3.4 Parameter settings

We tuned the hyper-parameters as follows: (1) We randomly split the test data into two parts (a validation part for hyper-parameter tuning and a test part for evaluation). (2) We used NDCG1@100, NDCG1@10, and NDCG2@10 to assess the test part using a hyper-parameter combination that maximized the evaluation score for the validation part. (3) We repeated (1) and (2) five times and reported the mean of the five evaluation scores.

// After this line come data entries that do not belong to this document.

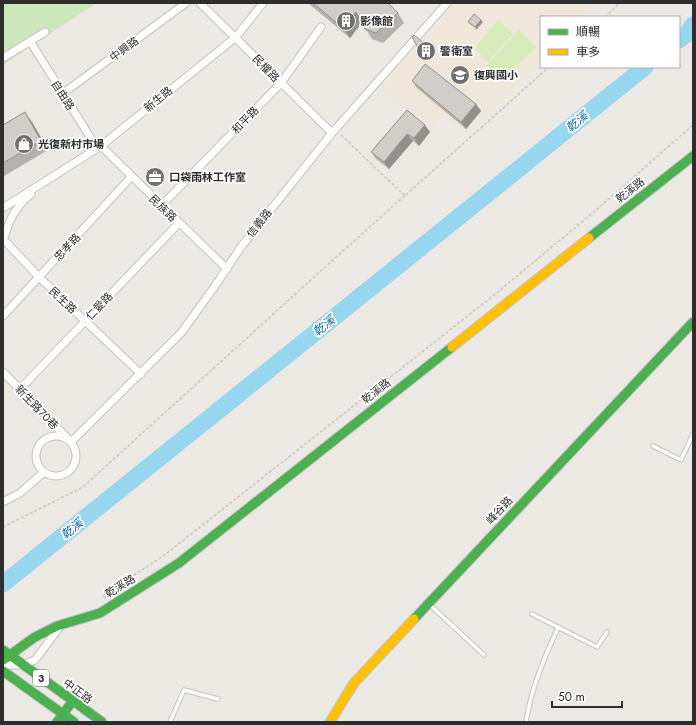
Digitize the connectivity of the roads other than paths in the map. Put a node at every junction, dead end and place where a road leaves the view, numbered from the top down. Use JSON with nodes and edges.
{"nodes":[{"id":1,"x":186,"y":3,"type":"edge"},
{"id":2,"x":200,"y":3,"type":"edge"},
{"id":3,"x":263,"y":3,"type":"edge"},
{"id":4,"x":447,"y":3,"type":"edge"},
{"id":5,"x":321,"y":27,"type":"dead end"},
{"id":6,"x":45,"y":32,"type":"dead end"},
{"id":7,"x":236,"y":37,"type":"junction"},
{"id":8,"x":30,"y":41,"type":"junction"},
{"id":9,"x":3,"y":58,"type":"edge"},
{"id":10,"x":281,"y":83,"type":"junction"},
{"id":11,"x":62,"y":94,"type":"junction"},
{"id":12,"x":334,"y":131,"type":"junction"},
{"id":13,"x":99,"y":147,"type":"junction"},
{"id":14,"x":693,"y":156,"type":"edge"},
{"id":15,"x":131,"y":177,"type":"junction"},
{"id":16,"x":43,"y":183,"type":"junction"},
{"id":17,"x":161,"y":206,"type":"junction"},
{"id":18,"x":3,"y":208,"type":"edge"},
{"id":19,"x":179,"y":223,"type":"junction"},
{"id":20,"x":4,"y":239,"type":"edge"},
{"id":21,"x":227,"y":269,"type":"junction"},
{"id":22,"x":39,"y":277,"type":"junction"},
{"id":23,"x":3,"y":316,"type":"edge"},
{"id":24,"x":85,"y":321,"type":"junction"},
{"id":25,"x":693,"y":322,"type":"edge"},
{"id":26,"x":3,"y":372,"type":"edge"},
{"id":27,"x":141,"y":374,"type":"junction"},
{"id":28,"x":20,"y":389,"type":"junction"},
{"id":29,"x":693,"y":434,"type":"edge"},
{"id":30,"x":71,"y":442,"type":"junction"},
{"id":31,"x":653,"y":446,"type":"dead end"},
{"id":32,"x":44,"y":472,"type":"junction"},
{"id":33,"x":3,"y":502,"type":"edge"},
{"id":34,"x":428,"y":604,"type":"junction"},
{"id":35,"x":532,"y":614,"type":"dead end"},
{"id":36,"x":62,"y":624,"type":"junction"},
{"id":37,"x":558,"y":628,"type":"junction"},
{"id":38,"x":607,"y":632,"type":"dead end"},
{"id":39,"x":5,"y":655,"type":"edge"},
{"id":40,"x":484,"y":655,"type":"dead end"},
{"id":41,"x":3,"y":665,"type":"edge"},
{"id":42,"x":23,"y":665,"type":"junction"},
{"id":43,"x":3,"y":671,"type":"edge"},
{"id":44,"x":218,"y":699,"type":"dead end"},
{"id":45,"x":72,"y":702,"type":"junction"},
{"id":46,"x":60,"y":718,"type":"edge"},
{"id":47,"x":74,"y":722,"type":"edge"},
{"id":48,"x":102,"y":722,"type":"edge"},
{"id":49,"x":170,"y":722,"type":"edge"},
{"id":50,"x":330,"y":722,"type":"edge"},
{"id":51,"x":526,"y":722,"type":"edge"}],
"edges":[{"from":1,"to":11,"type":"street","name":"中興路"},
{"from":2,"to":7,"type":"street","name":"民權路"},
{"from":3,"to":7,"type":"street","name":"新生路"},
{"from":4,"to":12,"type":"street","name":"信義路"},
{"from":5,"to":10,"type":"street","name":"和平路"},
{"from":6,"to":8,"type":"street"},
{"from":7,"to":10,"type":"street","name":"民權路"},
{"from":7,"to":13,"type":"street","name":"新生路"},
{"from":8,"to":9,"type":"street"},
{"from":8,"to":11,"type":"street","name":"自由路"},
{"from":10,"to":12,"type":"street","name":"民權路"},
{"from":10,"to":17,"type":"street","name":"和平路"},
{"from":11,"to":13,"type":"street","name":"自由路"},
{"from":12,"to":21,"type":"street","name":"信義路"},
{"from":13,"to":15,"type":"street","name":"民族路"},
{"from":13,"to":16,"type":"street","name":"新生路"},
{"from":14,"to":36,"type":"street","name":"乾溪路"},
{"from":15,"to":17,"type":"street","name":"民族路"},
{"from":15,"to":22,"type":"street","name":"忠孝路"},
{"from":16,"to":18,"type":"street","name":"新生路"},
{"from":16,"to":20,"type":"street","name":"新生路"},
{"from":17,"to":19,"type":"street","name":"民族路"},
{"from":19,"to":21,"type":"street","name":"民族路"},
{"from":19,"to":24,"type":"street","name":"仁愛路"},
{"from":20,"to":22,"type":"street","name":"民生路"},
{"from":21,"to":27,"type":"street","name":"信義路"},
{"from":22,"to":23,"type":"street","name":"忠孝路"},
{"from":22,"to":24,"type":"street","name":"民生路"},
{"from":24,"to":27,"type":"street","name":"民生路"},
{"from":24,"to":28,"type":"street","name":"仁愛路"},
{"from":25,"to":34,"type":"street","name":"峰谷路"},
{"from":26,"to":28,"type":"street","name":"新生路70巷"},
{"from":27,"to":30,"type":"street","name":"信義路"},
{"from":28,"to":30,"type":"street","name":"新生路70巷"},
{"from":29,"to":31,"type":"lane"},
{"from":30,"to":32,"type":"street"},
{"from":30,"to":32,"type":"street"},
{"from":32,"to":33,"type":"street"},
{"from":34,"to":40,"type":"lane"},
{"from":34,"to":50,"type":"street","name":"峰谷路"},
{"from":35,"to":37,"type":"lane"},
{"from":36,"to":39,"type":"street","name":"乾溪路"},
{"from":36,"to":42,"type":"street"},
{"from":37,"to":38,"type":"lane"},
{"from":37,"to":51,"type":"lane"},
{"from":39,"to":42,"type":"street","name":"中正路","number":"3"},
{"from":41,"to":42,"type":"street"},
{"from":42,"to":45,"type":"street","name":"中正路","number":"3"},
{"from":43,"to":46,"type":"street","number":"3"},
{"from":44,"to":49,"type":"lane"},
{"from":45,"to":46,"type":"street"},
{"from":45,"to":48,"type":"street","name":"中正路","number":"3"},
{"from":46,"to":47,"type":"street","number":"3"}]}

RankSVM has a cost parameter C as SVM does, and we chose a values for it from the set \(\{10^{-9}, 10^{-8}, ..., 10^0\}\). The polynomial kernel has a degree parameter z, which was chosen from \(\{2, 3\}\). The RBF kernel has a bandwidth parameter \(\gamma\), which was chosen from \(\{10^{-6}, 10^{-5}, 10^{-4}, 10^{-3}\}\).

4 Results

The evaluation scores (NDCG1@100, NDCG1@10 and NDCG2@10) are shown in Tables 2, 3 and 4. The best score among the 10 methods is shown in bold. The italicized first lines in Tables 2, 3 and 4 are equivalent to the method using tensor product [7], as shown in Sect. 2.2. The other lines (from the second to the last line) correspond to the proposed method PKRank. To check the significance of the evaluation score of PKRank, the Wilcoxon signed-rank test was performed between each of the proposed methods (regular lines) and the method using tensor product (the italicized first line). The scores with an asterisk (*) show that the score of the combination of feature vectors and kernels was significant at \(P < 0.05\).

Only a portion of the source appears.